Cada día resulta más difícil concentrarse en cualquier actividad. Lo que solía llamarse atención indivisa es casi una proeza en los anchos dominios del multitasking. Parecería que las distracciones nos aguardan formadas en una fila cuyo fin no podremos vislumbrar antes de que nos pongan la indeseable pijama de madera. Difícilmente pasan cinco minutos sin que nos pesque algún nuevo pendiente, cual si en vez de encargarse de su vida tuviese uno que atender mañana, tarde y noche una ventanilla pública.
¿Qué pasa, sin embargo, cuando al fin conseguimos aislarnos de la mal llamada civilización y cortamos de tajo las distracciones? Pasa que la cabeza no deja de girar en torno a otros asuntos, casi nunca vitales pero siempre inquietantes a su histérico juicio. En otro tiempo usaba los audífonos para entrar en contacto íntimo con la música; hoy lo hago en busca de concentración, pretendiendo fugarme del entorno. Lo cual funciona sólo a ratos y a medias, puesto que mi cabeza se ha habituado a arrancarme de cualquier reflexión profunda o prolongada, como quien saca a un hijo de la cantina. No vayamos más lejos, ahora mismo estas líneas se disputan mi esmero con un rompecabezas virtual cuyas 600 piezas me han tenido pasmado a lo largo de toda la semana. “Ven tantito”, me susurra al oído en este instante, “nomás cinco minutos y vuelves a tu chamba”.
“Es mi terapia”, aduzco, cuando me preguntan. En un mundo repleto de broncas insolubles, hacer frente a algún reto que sólo tiene una posible solución brinda una leve dosis de tranquilidad a quienes comúnmente lidiamos con problemas que pueden resolverse de mil maneras, como sería el caso de esta columna: estoy a unos renglones de la mitad y sigo sin saber en qué terminará. De esa tensión, me digo, se deriva la fuerza que podrían tener estas palabras. ¿Quién querría asistir a una justa deportiva cuyo final conoce de antemano? ¿Qué hay más electrizante que la incertidumbre? Y sin embargo me ocurre a menudo que pierdo la atención incluso a la mitad de los partidos más electrizantes, y dudo ser el único al que esto le sucede últimamente. Cuando nuestro interés encuentra la manera de estar en todas partes, lo más probable es que no esté en ninguna.
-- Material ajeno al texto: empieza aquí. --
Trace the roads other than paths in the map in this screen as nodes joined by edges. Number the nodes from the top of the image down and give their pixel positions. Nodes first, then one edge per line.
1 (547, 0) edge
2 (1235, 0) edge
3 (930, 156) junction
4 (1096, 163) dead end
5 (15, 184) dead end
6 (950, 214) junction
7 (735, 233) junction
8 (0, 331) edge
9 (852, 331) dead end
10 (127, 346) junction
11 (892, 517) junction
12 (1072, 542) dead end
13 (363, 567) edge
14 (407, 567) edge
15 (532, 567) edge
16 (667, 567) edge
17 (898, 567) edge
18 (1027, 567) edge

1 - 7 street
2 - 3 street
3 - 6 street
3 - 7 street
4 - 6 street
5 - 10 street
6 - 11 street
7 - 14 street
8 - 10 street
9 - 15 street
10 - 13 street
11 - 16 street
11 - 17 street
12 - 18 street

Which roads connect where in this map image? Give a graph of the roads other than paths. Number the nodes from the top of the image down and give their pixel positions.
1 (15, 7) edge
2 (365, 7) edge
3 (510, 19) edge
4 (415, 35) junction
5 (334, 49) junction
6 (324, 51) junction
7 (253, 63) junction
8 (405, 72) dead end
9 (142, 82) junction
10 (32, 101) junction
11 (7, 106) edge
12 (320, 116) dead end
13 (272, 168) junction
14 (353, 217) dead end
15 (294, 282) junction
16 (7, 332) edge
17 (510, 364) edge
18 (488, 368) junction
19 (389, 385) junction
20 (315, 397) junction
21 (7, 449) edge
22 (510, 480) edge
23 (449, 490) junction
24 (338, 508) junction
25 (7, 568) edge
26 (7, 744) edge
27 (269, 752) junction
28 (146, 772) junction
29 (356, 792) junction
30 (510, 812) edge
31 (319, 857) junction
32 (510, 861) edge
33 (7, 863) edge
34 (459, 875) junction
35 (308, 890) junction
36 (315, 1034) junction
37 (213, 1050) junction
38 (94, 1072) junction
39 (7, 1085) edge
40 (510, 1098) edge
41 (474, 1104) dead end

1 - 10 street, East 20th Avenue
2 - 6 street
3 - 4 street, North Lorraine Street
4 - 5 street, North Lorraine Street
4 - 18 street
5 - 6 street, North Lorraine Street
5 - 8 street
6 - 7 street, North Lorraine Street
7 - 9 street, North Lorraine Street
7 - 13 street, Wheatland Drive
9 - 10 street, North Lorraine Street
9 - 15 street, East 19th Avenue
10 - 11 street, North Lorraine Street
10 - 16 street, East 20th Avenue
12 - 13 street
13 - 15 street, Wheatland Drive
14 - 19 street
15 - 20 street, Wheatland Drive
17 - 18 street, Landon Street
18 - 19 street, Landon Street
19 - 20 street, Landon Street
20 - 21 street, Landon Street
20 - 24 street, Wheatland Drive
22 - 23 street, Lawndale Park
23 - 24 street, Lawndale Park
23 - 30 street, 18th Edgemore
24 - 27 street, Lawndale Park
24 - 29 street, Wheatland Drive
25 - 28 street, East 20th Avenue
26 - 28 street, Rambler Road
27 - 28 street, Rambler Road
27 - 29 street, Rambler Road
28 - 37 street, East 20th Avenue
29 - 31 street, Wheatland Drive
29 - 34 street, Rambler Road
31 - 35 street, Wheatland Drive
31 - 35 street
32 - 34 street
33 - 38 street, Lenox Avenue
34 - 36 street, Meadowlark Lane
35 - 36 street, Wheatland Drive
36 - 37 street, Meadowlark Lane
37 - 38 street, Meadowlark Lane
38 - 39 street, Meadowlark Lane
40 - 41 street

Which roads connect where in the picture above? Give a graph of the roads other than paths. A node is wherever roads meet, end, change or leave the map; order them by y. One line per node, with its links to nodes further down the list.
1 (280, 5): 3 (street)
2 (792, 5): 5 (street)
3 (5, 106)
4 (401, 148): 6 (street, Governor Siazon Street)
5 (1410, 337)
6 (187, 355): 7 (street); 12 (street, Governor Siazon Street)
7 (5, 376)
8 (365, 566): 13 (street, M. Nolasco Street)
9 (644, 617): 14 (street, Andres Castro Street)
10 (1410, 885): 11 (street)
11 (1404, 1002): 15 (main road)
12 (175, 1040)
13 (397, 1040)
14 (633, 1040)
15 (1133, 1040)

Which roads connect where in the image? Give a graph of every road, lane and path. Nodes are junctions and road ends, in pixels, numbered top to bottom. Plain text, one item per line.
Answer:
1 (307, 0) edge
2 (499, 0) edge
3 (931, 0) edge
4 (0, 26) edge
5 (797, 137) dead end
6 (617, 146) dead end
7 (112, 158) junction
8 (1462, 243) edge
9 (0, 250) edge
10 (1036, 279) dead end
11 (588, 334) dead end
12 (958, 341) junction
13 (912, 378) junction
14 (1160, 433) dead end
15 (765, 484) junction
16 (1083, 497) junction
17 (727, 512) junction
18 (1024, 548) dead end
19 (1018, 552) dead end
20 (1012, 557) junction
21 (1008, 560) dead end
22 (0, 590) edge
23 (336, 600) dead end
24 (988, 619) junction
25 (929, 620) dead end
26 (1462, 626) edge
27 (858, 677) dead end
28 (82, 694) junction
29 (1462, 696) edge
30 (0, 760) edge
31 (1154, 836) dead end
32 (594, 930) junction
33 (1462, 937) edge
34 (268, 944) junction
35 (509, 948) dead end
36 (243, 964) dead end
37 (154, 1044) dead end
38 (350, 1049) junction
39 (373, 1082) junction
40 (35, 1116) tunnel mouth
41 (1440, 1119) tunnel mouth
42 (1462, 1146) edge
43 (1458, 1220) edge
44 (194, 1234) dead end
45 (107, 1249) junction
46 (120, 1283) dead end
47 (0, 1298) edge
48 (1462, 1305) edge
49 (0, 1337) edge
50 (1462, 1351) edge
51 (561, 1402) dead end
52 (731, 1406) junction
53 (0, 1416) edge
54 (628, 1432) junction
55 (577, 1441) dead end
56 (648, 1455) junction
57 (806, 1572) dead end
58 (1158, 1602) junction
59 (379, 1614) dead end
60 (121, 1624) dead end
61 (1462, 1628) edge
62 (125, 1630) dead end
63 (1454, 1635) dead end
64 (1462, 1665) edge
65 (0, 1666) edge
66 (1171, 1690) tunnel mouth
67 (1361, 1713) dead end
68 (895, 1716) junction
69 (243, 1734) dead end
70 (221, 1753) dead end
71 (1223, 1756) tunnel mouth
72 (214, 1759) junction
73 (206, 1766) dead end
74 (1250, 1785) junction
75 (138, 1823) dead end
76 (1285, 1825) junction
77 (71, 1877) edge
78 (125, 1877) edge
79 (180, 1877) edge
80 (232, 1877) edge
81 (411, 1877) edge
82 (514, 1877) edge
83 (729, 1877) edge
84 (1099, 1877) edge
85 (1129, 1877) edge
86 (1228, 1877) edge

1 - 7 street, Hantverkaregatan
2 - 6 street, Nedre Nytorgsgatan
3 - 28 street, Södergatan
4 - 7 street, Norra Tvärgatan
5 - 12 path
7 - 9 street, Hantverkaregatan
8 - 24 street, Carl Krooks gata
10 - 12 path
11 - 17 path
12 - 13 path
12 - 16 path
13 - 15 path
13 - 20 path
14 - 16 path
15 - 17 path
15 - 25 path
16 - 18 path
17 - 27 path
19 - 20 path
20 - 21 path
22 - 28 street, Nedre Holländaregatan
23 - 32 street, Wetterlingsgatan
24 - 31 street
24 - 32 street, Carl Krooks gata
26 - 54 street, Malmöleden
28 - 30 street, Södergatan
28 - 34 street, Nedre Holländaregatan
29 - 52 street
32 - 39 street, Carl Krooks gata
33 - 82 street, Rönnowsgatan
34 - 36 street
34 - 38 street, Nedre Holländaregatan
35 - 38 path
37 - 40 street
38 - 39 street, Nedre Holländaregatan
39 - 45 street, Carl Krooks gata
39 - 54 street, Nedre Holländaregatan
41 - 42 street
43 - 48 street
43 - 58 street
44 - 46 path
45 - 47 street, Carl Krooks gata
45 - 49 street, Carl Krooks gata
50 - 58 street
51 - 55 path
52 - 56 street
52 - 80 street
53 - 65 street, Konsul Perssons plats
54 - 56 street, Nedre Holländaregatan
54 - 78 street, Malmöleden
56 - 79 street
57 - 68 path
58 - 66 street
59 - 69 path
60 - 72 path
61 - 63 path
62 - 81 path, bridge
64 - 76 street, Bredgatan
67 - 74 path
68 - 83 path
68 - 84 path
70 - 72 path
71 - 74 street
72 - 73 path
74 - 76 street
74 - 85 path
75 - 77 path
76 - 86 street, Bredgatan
Competimos con demasiados estímulos para dar ya por hecha la atención de quien sea. ¿Pero cómo quejarse, cuando es uno cliente de esos mismos ladrones y cada día les abre las puertas? Parafraseando a Bertram Tupra —el implacable personaje de Javier Marías para quien la piedad jamás es una opción— no parece un exceso deducir que tal es por ahora el estilo del mundo. Para estar a la altura de estos tiempos, es preciso dejarse configurar el coco de manera que eluda automáticamente las profundidades, ya sea por pereza o por falta de tiempo. O porque el nuevo tiempo se halla en tal medida compartimentado que toca hacerlo todo a pedacitos. Somos rehenes del instante presente, tanto así que la idea de escapársele supone caer en manos de una ansiedad vecina del desamparo. “¿Dónde dejé el teléfono?”, gruñe uno de la nada, y es como si el planeta hubiera detenido su rotación.
No debería extrañar el creciente proceso de desafección que en estos tiempos raros sufre la democracia. En plena tiranía de la conveniencia, son legión quienes miran preferible que no exista más que un desenlace posible, y así el esfuerzo de emitir su voto equivalga a poner en su lugar los diversos fragmentos de un rompecabezas cuya resolución ha sido decidida de antemano. ¿Pero no es eso mismo lo que “querría” un autómata, si su opinión fuese solicitada?
A menudo me temo que el estilo del mundo consiste en apretar cada día las tuercas de nuestros mecanismos inconscientes, de modo que cada uno de nosotros se signifique lo menos posible, evite la monserga del monólogo interno y no defienda más que su parcela de comodidad. Sonaría a ciencia ficción, si no ocurriera todo aquí y ahora. Con su permiso, entonces, me largo a terminar ese rompecabezas.